* Activity: In full and exactly, please return the records, but keep out the pictures.

* Data listing:
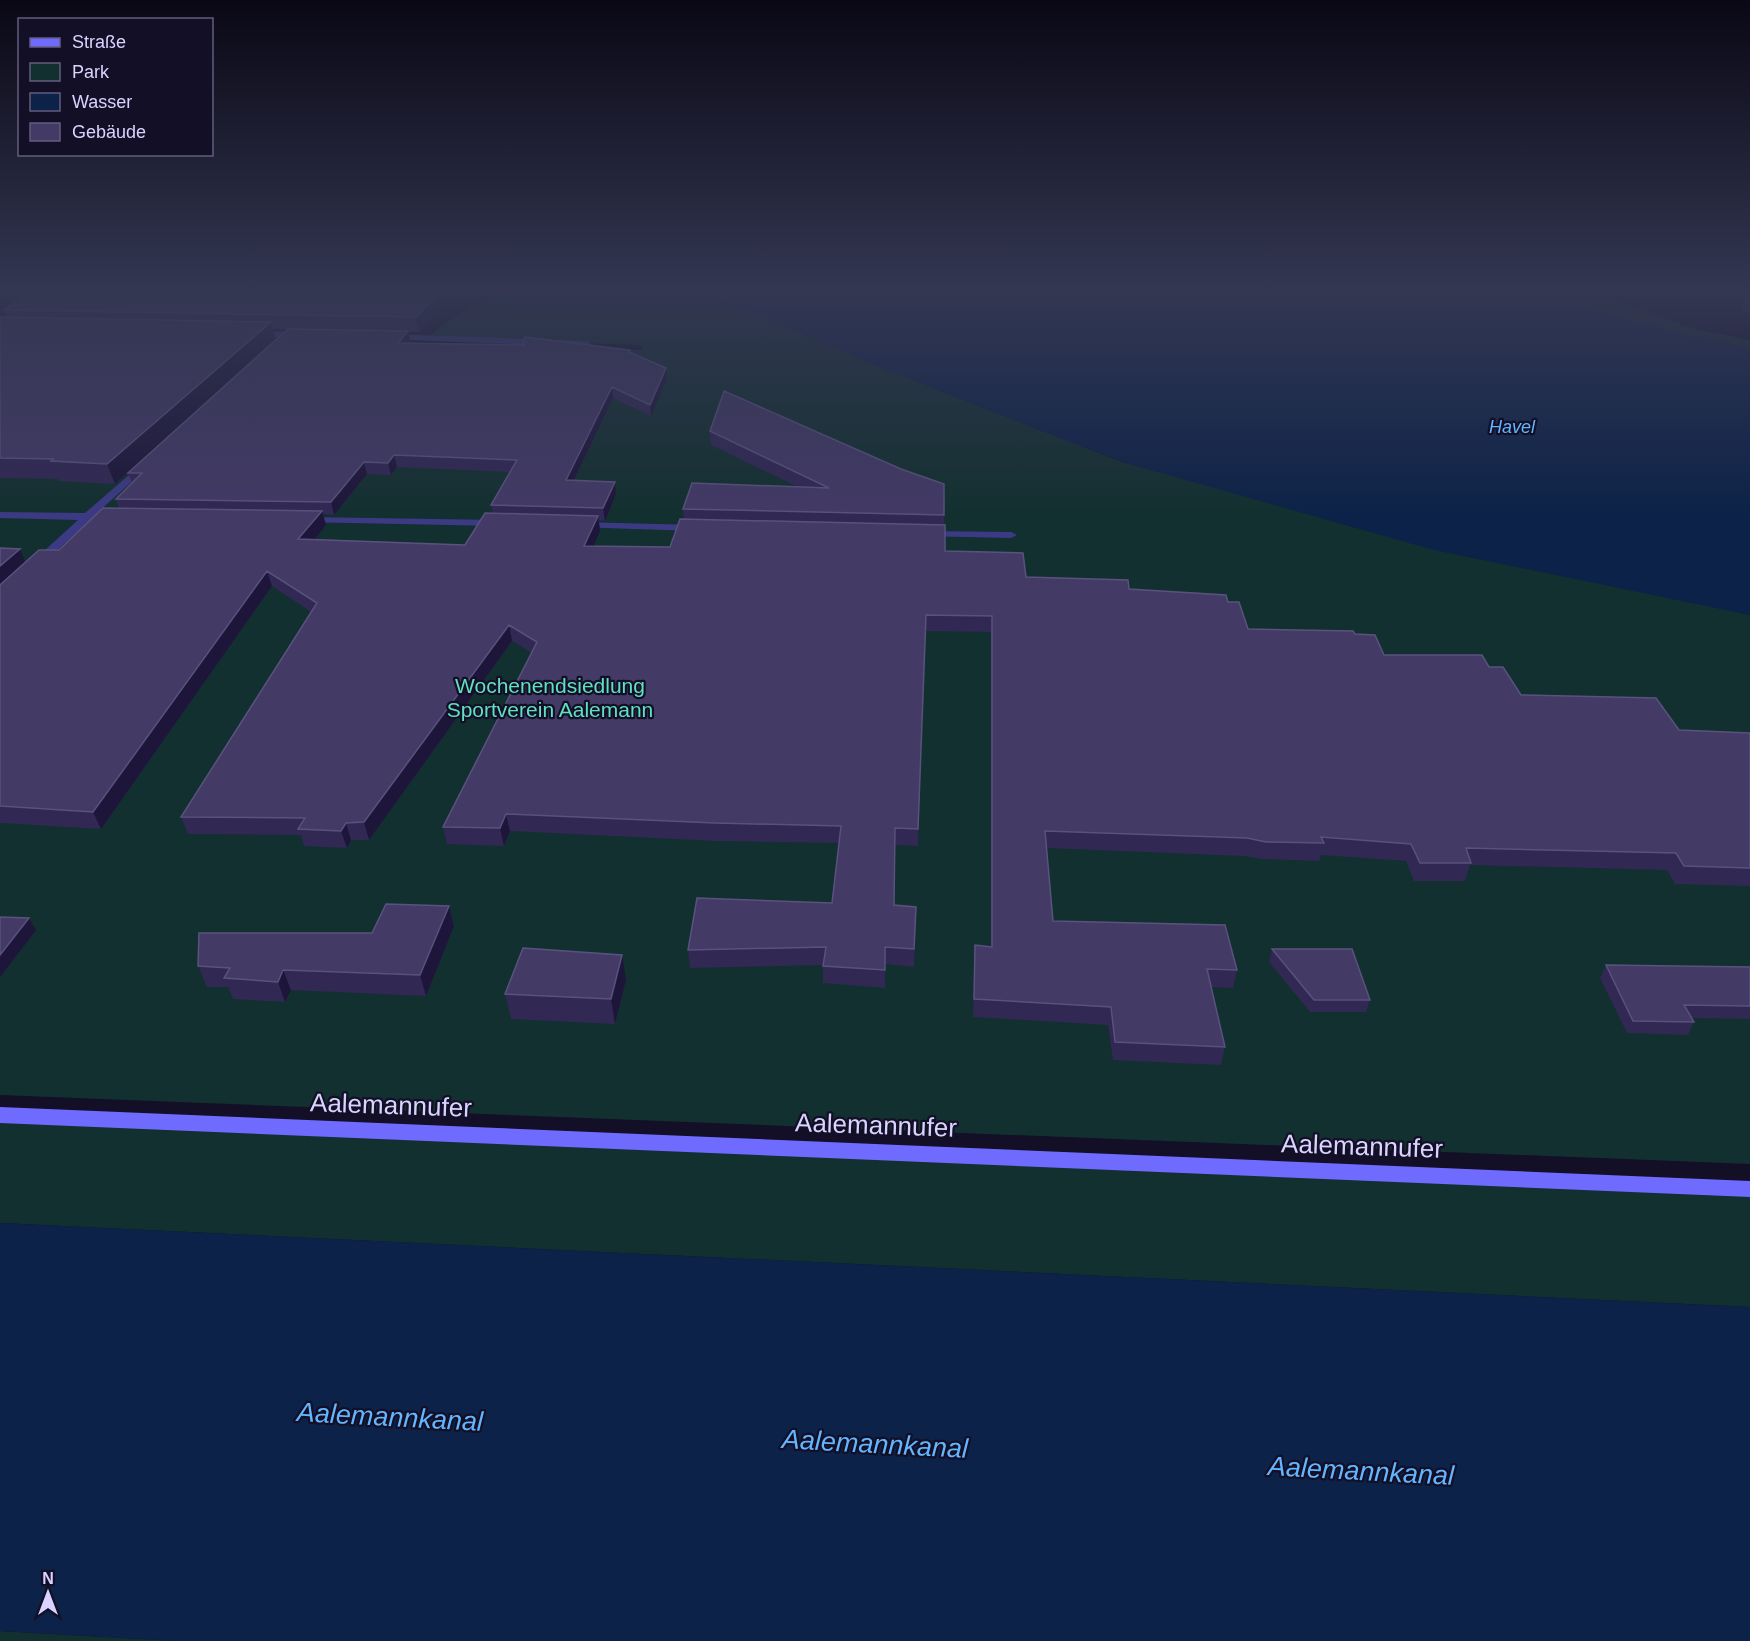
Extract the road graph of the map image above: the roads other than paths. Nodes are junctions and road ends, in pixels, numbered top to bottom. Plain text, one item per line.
1 (157, 453) edge
2 (0, 515) edge
3 (87, 517) junction
4 (123, 517) edge
5 (291, 520) edge
6 (506, 523) edge
7 (566, 525) edge
8 (709, 529) edge
9 (909, 534) edge
10 (1011, 535) dead end
11 (26, 573) edge
12 (0, 1115) edge
13 (1750, 1189) edge

1 - 3 street
2 - 3 street
3 - 4 street
3 - 11 street
5 - 6 street
7 - 8 street
9 - 10 street
12 - 13 street, Aalemannufer

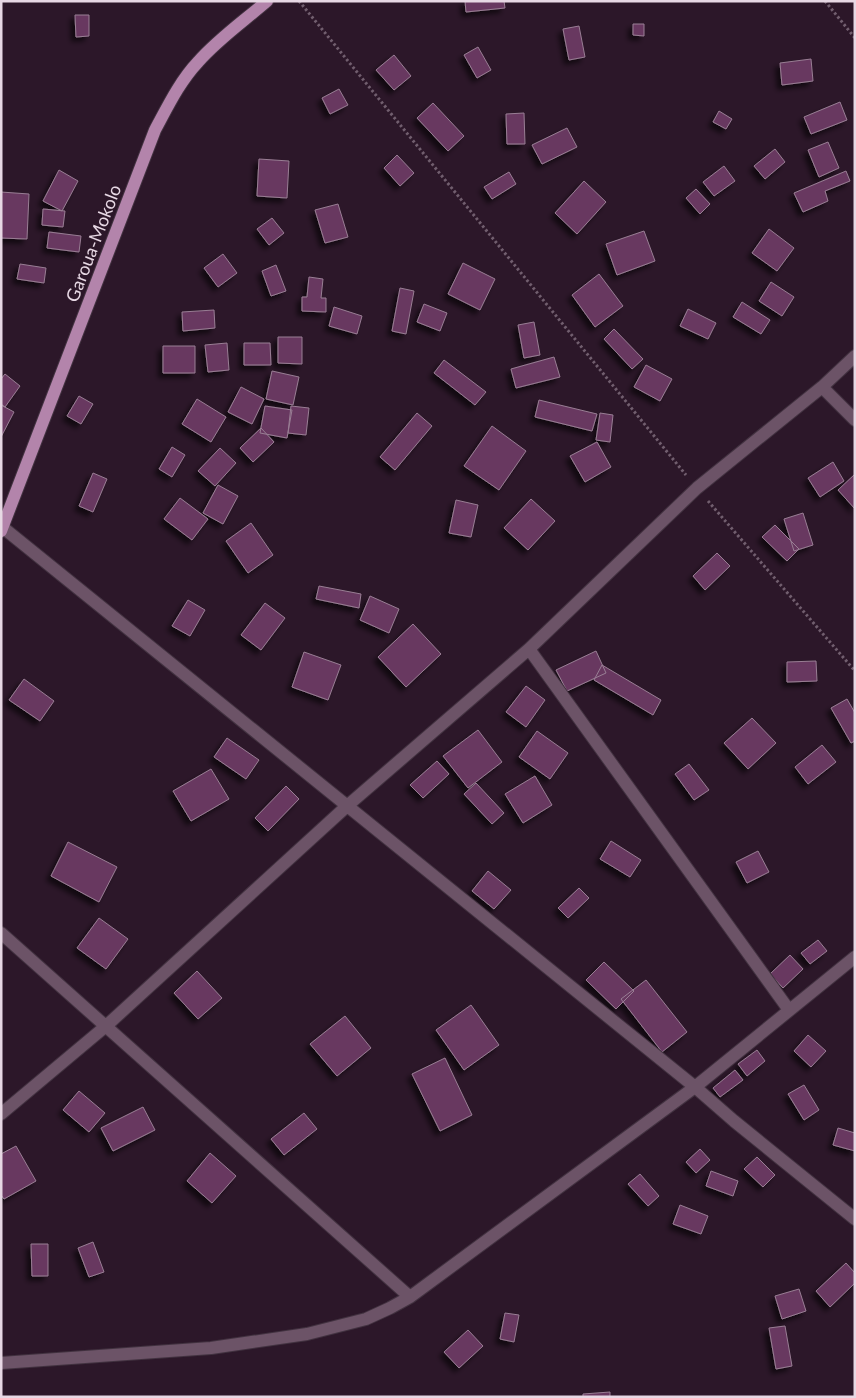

* Result of this task:
Extract the road graph of the map image above: the roads other than paths. Nodes are junctions and road ends, in pixels, numbered top to bottom. Plain text, one item per line.
1 (157, 453) edge
2 (0, 515) edge
3 (87, 517) junction
4 (123, 517) edge
5 (291, 520) edge
6 (506, 523) edge
7 (566, 525) edge
8 (709, 529) edge
9 (909, 534) edge
10 (1011, 535) dead end
11 (26, 573) edge
12 (0, 1115) edge
13 (1750, 1189) edge

1 - 3 street
2 - 3 street
3 - 4 street
3 - 11 street
5 - 6 street
7 - 8 street
9 - 10 street
12 - 13 street, Aalemannufer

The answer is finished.